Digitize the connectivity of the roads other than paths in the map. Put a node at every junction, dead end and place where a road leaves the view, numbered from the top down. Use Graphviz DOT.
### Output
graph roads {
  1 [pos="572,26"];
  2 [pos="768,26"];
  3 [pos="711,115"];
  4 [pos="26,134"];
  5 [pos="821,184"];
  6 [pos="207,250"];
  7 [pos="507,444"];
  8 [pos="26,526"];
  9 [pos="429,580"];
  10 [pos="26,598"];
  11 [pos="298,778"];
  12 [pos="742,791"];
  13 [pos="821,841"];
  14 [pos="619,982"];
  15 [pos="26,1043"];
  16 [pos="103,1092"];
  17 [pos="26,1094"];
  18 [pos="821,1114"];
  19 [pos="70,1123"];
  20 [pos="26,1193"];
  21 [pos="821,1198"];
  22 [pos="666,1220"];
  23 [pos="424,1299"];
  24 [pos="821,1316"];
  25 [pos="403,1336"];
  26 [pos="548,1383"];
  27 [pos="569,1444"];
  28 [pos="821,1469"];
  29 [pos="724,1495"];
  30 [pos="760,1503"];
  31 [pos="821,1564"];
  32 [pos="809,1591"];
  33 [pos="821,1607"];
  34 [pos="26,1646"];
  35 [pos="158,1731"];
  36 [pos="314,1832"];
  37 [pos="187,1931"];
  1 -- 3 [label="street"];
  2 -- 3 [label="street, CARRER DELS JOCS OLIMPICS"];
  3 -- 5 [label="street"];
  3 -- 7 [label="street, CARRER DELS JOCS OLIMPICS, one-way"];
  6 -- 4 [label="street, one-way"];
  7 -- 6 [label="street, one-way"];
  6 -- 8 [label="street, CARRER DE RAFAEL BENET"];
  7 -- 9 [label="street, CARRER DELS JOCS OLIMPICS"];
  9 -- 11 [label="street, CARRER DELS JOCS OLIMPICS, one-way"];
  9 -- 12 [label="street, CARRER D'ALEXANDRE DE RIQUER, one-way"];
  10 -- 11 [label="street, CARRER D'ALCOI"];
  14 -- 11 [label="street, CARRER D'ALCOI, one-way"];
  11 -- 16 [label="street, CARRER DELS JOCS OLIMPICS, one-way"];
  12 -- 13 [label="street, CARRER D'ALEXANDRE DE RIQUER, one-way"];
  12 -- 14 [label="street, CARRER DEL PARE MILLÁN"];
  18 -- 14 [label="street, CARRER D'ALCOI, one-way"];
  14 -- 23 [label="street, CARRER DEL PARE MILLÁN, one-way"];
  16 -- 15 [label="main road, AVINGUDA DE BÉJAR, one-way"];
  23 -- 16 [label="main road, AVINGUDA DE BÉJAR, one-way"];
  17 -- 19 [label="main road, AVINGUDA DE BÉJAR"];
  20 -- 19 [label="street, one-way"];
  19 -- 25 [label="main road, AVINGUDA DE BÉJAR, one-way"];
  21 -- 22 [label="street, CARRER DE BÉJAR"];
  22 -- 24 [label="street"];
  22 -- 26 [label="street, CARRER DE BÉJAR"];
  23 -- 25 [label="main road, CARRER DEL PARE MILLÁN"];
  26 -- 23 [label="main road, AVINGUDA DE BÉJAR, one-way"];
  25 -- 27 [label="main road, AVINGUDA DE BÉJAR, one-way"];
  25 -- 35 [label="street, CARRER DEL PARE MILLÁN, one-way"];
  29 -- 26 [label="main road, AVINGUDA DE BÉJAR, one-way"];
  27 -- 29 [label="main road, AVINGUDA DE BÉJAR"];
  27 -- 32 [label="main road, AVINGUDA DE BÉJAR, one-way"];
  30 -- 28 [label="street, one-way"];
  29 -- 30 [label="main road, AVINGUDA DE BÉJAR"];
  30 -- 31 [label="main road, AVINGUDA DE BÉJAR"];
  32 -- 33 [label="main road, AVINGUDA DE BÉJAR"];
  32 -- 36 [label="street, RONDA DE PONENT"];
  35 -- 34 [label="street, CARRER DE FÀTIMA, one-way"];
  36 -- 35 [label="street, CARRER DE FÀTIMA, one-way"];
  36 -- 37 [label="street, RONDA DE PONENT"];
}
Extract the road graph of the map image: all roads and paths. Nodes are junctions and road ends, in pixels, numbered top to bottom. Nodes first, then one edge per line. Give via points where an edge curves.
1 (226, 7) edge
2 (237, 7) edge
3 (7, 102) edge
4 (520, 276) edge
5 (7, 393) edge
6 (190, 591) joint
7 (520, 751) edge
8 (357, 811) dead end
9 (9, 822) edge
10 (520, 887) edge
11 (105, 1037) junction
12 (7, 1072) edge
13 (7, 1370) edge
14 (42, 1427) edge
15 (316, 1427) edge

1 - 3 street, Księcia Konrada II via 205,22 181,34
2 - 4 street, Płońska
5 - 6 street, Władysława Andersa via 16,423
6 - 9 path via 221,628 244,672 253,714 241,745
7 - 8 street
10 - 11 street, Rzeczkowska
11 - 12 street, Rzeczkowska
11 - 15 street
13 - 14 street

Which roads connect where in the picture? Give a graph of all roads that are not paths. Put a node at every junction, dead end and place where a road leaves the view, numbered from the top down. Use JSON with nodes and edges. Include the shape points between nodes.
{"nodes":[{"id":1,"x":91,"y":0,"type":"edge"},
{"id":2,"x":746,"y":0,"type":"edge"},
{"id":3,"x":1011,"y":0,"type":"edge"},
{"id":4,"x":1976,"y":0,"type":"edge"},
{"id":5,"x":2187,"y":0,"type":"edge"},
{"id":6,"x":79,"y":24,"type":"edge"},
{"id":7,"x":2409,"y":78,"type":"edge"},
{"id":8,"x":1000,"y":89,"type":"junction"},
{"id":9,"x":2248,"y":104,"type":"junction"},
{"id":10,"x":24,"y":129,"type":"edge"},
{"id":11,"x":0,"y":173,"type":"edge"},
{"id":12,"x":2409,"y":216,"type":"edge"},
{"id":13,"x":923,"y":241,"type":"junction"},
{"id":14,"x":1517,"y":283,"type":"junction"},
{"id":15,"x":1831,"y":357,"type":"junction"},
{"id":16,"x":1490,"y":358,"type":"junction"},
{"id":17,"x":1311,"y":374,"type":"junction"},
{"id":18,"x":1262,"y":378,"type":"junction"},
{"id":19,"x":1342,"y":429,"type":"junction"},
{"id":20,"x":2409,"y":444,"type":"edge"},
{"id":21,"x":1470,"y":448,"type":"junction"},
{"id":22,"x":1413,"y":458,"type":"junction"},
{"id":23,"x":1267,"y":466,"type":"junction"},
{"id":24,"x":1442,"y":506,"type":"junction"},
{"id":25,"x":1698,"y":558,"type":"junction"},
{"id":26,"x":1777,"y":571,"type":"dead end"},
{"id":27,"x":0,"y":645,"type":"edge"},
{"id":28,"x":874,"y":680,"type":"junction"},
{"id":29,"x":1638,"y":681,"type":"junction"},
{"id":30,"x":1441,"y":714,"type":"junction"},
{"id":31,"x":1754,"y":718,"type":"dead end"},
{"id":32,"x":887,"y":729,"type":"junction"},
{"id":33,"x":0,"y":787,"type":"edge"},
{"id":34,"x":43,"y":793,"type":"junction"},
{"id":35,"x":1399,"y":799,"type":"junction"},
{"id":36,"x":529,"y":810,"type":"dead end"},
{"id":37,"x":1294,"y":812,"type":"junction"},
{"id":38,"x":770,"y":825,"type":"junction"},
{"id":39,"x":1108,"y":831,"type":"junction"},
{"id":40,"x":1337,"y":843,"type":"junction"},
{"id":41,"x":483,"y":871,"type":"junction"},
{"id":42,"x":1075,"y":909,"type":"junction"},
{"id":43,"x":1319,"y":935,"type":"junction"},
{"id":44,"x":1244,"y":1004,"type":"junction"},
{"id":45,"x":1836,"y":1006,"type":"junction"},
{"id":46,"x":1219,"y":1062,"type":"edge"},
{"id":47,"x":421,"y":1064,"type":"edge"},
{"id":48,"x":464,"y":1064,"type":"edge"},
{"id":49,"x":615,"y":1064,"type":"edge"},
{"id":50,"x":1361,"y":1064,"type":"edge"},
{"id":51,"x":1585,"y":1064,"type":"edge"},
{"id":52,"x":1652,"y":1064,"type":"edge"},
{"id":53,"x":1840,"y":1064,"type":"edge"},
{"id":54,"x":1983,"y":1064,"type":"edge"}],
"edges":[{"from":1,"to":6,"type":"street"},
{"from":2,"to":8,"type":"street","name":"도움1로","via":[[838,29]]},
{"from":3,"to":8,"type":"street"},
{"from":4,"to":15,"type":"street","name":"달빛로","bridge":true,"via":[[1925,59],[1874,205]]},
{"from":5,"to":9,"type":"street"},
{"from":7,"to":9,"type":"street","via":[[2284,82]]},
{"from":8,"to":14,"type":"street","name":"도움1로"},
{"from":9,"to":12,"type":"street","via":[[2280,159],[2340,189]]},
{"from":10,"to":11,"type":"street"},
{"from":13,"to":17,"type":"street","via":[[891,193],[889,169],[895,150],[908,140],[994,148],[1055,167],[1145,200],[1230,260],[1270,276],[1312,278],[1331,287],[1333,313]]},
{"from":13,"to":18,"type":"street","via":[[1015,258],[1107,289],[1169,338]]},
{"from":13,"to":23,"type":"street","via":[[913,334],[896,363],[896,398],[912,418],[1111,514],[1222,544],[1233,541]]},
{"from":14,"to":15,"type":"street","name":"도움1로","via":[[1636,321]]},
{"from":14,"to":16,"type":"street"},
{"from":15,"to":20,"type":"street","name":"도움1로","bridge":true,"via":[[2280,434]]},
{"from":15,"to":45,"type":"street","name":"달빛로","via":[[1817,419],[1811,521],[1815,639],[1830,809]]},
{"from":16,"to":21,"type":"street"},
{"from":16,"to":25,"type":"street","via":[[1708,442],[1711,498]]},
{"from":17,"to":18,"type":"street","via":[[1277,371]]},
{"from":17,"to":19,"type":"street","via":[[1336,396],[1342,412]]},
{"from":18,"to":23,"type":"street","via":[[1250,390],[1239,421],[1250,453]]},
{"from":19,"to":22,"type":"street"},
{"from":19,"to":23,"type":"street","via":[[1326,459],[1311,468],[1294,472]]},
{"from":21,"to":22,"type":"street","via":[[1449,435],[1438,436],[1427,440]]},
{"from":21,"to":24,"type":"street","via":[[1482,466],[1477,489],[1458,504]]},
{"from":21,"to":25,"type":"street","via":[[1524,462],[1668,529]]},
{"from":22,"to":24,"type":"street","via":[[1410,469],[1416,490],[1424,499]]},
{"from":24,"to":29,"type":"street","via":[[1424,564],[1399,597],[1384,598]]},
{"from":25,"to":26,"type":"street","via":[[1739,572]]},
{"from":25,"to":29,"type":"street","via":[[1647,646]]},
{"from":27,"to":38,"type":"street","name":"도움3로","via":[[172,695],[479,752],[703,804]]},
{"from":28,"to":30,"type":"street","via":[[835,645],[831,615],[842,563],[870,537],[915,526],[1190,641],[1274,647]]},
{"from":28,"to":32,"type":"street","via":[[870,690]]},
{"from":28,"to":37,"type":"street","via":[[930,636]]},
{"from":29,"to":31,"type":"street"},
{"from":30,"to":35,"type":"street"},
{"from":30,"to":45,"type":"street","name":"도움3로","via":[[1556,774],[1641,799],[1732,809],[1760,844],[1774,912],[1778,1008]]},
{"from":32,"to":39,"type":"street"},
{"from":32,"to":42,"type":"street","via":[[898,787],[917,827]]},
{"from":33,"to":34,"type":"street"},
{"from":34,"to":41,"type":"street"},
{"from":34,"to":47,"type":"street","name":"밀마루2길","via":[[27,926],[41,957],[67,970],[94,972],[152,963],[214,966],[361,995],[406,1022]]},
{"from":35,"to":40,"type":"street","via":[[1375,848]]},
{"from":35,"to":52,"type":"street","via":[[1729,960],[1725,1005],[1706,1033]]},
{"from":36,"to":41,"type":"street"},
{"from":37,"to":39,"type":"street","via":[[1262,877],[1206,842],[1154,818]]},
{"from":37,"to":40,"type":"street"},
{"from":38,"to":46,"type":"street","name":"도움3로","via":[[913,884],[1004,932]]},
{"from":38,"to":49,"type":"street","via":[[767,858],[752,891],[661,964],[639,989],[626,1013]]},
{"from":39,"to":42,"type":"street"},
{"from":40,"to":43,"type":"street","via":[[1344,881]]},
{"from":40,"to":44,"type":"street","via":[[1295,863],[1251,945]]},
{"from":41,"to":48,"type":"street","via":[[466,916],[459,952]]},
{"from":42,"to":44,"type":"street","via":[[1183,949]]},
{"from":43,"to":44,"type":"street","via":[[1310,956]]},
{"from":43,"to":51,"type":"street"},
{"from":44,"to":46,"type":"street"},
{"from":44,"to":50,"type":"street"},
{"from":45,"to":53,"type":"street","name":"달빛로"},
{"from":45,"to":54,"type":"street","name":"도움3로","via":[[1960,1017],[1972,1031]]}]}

-=-=-

# TASK GOAL:
Note every line in the material with "OLIMPICS" and copy it.

# RESPONSE TO THE TASK:
  2 -- 3 [label="street, CARRER DELS JOCS OLIMPICS"];
  3 -- 7 [label="street, CARRER DELS JOCS OLIMPICS, one-way"];
  7 -- 9 [label="street, CARRER DELS JOCS OLIMPICS"];
  9 -- 11 [label="street, CARRER DELS JOCS OLIMPICS, one-way"];
  11 -- 16 [label="street, CARRER DELS JOCS OLIMPICS, one-way"];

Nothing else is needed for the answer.